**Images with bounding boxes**
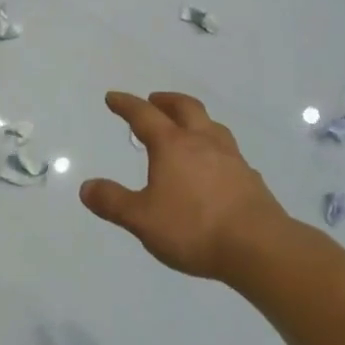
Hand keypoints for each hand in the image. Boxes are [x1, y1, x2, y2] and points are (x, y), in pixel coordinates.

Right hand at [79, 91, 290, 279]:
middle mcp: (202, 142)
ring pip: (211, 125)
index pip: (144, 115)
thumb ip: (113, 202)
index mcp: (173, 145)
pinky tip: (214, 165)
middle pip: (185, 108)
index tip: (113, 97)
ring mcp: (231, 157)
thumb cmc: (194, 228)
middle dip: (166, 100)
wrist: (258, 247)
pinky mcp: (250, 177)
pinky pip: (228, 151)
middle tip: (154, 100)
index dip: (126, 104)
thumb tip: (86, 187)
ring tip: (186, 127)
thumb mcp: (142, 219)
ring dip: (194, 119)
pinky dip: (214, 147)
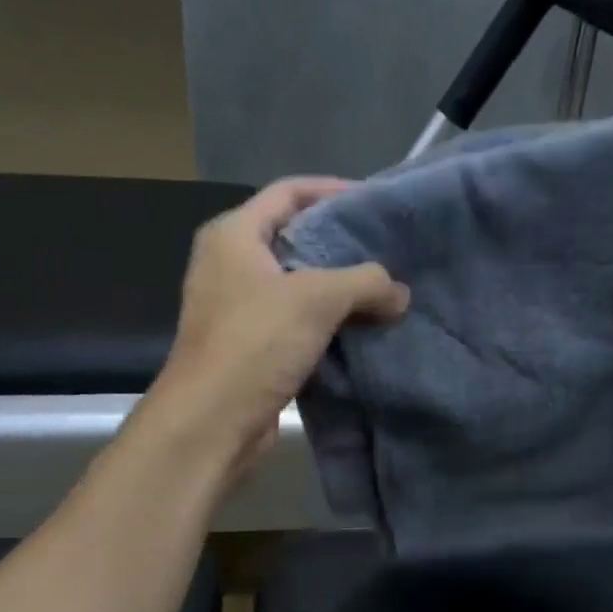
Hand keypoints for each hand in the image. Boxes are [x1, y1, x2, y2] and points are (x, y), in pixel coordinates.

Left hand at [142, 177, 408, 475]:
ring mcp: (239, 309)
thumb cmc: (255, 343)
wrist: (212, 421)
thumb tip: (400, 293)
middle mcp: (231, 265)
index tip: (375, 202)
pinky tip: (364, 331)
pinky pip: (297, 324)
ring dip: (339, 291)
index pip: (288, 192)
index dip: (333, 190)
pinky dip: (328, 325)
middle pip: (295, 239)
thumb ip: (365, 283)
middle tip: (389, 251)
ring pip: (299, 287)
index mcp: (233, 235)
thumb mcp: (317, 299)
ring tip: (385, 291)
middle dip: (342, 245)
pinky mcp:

**Task to complete**
An exact reproduction of the data is required, with pictures excluded.

**Response box**
Hand keypoints for each hand in the image. Boxes are [x1, y1, x2, y2] and points are (x, y), in pixel coordinates.

Right hand at [79, 91, 290, 279]:
middle mcp: (202, 142)
ring pip: (211, 125)
index pip: (144, 115)
thumb ip: (113, 202)
index mcp: (173, 145)
pinky tip: (214, 165)
middle pip: (185, 108)
index tip: (113, 97)
ring mcp: (231, 157)
thumb cmc: (194, 228)
middle dip: (166, 100)
wrist: (258, 247)
pinky mcp: (250, 177)
pinky pip: (228, 151)
middle tip: (154, 100)
index dip: (126, 104)
thumb tip: (86, 187)
ring tip: (186, 127)
thumb mcp: (142, 219)
ring dip: (194, 119)
pinky dip: (214, 147)
Hand keypoints for each hand in the image. Boxes are [x1, y1, x2, y2] and points are (x, y), in pixel coordinates.

Left hand at [142, 177, 408, 475]:
ring mcp: (239, 309)
thumb cmc: (255, 343)
wrist: (212, 421)
thumb tip: (400, 293)
middle mcp: (231, 265)
index tip: (375, 202)
pinky tip: (364, 331)
pinky pip: (297, 324)
ring dip: (339, 291)
index pip: (288, 192)
index dip: (333, 190)
pinky dip: (328, 325)
middle pip: (295, 239)
thumb ip: (365, 283)
middle tip: (389, 251)
ring pip: (299, 287)
index mcp: (233, 235)
thumb mcp: (317, 299)
ring tip: (385, 291)
middle dip: (342, 245)
pinky mcp:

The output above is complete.